After at least a dozen drownings or near drownings on cruise ship pools in the past several years, three major cruise lines now have lifeguards on duty.
Norwegian Cruise Line is the latest to add lifeguards, announcing Wednesday that the line would roll out guards at family pools beginning this summer on its largest ships — Norwegian Escape, Norwegian Getaway, Norwegian Breakaway and Norwegian Epic. The remainder of the Miami-based line’s fleet will have lifeguards by early 2018.
Norwegian will also begin offering complimentary swim vests for adults and children, which it hopes to offer across all its ships by this summer, said NCL spokeswoman Vanessa Picariello.
The line has stationed deck attendants who are certified in first response on its four mega ships since 2015, said Andy Stuart, president and CEO of NCL, in a statement, but will now add dedicated lifeguards.
“While parents are always the first line of supervision when it comes to water safety, we felt it was important to provide this added measure across our fleet,” Stuart said.
The announcement comes two months after Royal Caribbean International also decided to start posting lifeguards at every pool, including in the adults-only Solarium area. The change began in February with the Oasis of the Seas; all remaining ships in the line’s fleet will have lifeguards by June.
Miami-based Royal Caribbean is partnering with IAM StarGuard Elite, which will provide licensed lifeguards, consulting and risk-prevention services. The lifeguards, who will wear red-and-white uniforms, will not serve other roles on the ship, as often is the case with crew members who take on various tasks on cruise ships. The line also will offer a 15-minute water safety presentation during the embarkation-day open house session for Adventure Ocean, Royal Caribbean’s youth program.
Royal Caribbean began offering life jackets for children to use in the pool in late 2015.
Until the dual announcements this year, Disney Cruise Line had been the only line to offer lifeguards. The change was prompted by a March 2013 incident when a 4-year-old nearly drowned in a pool aboard the Disney Fantasy and suffered a brain injury, resulting in a multi-million dollar settlement and lifeguards on all Disney ships.
The lack of lifeguards on cruise ships (which instead stress parental supervision), a practice that hotels also follow, has become an increasingly contentious issue after multiple drownings, most of them involving small children, on ships from the major cruise lines.
Last summer, an 8-year-old boy drowned on Royal Caribbean International’s Anthem of the Seas. The year before, a family sued the line, demanding that it add lifeguards at pools after a 4-year-old nearly drowned in a wave pool on Oasis of the Seas. In 2014, a 6-year-old boy suffered a brain injury after nearly drowning on Independence of the Seas.
Three children aboard Norwegian Cruise Line ships have drowned or nearly drowned. In May 2015, a 10-year-old girl drowned on the Norwegian Gem and in February 2014, two children were found in a pool on the Norwegian Breakaway. A 4-year-old boy died, and his 6-year-old brother was airlifted to the hospital in critical condition.

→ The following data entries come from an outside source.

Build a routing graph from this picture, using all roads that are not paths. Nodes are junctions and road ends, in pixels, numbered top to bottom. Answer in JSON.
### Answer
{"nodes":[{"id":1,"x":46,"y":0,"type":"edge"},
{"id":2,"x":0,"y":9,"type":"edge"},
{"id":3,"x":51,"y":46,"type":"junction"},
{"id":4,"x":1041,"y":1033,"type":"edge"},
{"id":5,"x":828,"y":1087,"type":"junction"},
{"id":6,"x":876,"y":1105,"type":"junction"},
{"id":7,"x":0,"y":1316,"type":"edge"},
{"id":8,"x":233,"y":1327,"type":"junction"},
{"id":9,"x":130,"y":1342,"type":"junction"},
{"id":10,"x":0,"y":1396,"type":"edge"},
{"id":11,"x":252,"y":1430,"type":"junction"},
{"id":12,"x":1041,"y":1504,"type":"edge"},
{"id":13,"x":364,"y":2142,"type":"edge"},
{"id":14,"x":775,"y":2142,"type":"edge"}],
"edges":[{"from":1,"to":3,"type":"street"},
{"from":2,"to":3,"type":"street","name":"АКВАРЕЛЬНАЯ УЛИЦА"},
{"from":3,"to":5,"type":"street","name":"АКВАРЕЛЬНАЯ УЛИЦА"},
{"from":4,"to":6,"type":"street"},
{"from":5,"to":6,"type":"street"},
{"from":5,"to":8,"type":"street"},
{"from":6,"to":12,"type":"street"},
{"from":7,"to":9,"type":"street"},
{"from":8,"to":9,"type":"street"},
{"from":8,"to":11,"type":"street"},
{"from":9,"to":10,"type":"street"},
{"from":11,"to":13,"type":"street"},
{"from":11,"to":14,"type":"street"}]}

In 2013, a 6-year-old boy from Orlando drowned aboard Doral-based Carnival Cruise Line’s Carnival Victory. That same year, a 41-year-old man drowned in a hot tub on the Carnival Dream.
Cruise lines are protected by a 1920 law, known as the Death on the High Seas Act, that exempts them from nearly all financial responsibility in the death of a non-wage earner, such as a child or retiree. The only financial burden on the lines would be funeral costs for the victims, which doesn’t incentivize cruise lines to post lifeguards, said maritime attorney Michael Winkleman, of Miami-based firm Lipcon, Margulies, Alsina & Winkleman. The firm has litigated various cruise drowning or near-drowning cases.
But large settlements like the one in the Disney case, as well as growing public pressure to add lifeguards, finally forced the lines to change their policies, he said.
“Public sentiment shifted because of the sheer number of children that began drowning on cruises,” Winkleman said. “A lot of people said, ‘Where are the parents?’ I absolutely think parental responsibility plays a major role. But when it was up to a dozen children, those naysayers said, ‘Gosh, maybe these big corporations should take a simple step to keep our families safe.”
Carnival Cruise Line is now the only major cruise line without lifeguards, despite often touting that it’s the cruise line that “sails the most families,” including a large number of children.
Jennifer De La Cruz, a spokeswoman for the line, said Carnival has always taken pool safety “very seriously” and will continue to make “significant” investments to train employees on water safety, CPR and first aid. The line has two dedicated water safety management roles on its fleet to audit the line’s operations.
Carnival offers complimentary life vests, uses safety nets around its pools when they are closed and provides pool safety information to parents with children under 12 years of age. Still, the line has made no commitments to add lifeguards in the future.
“Carnival is the last hold out,” Winkleman said. “I think the pressure on Carnival is now going to be huge.”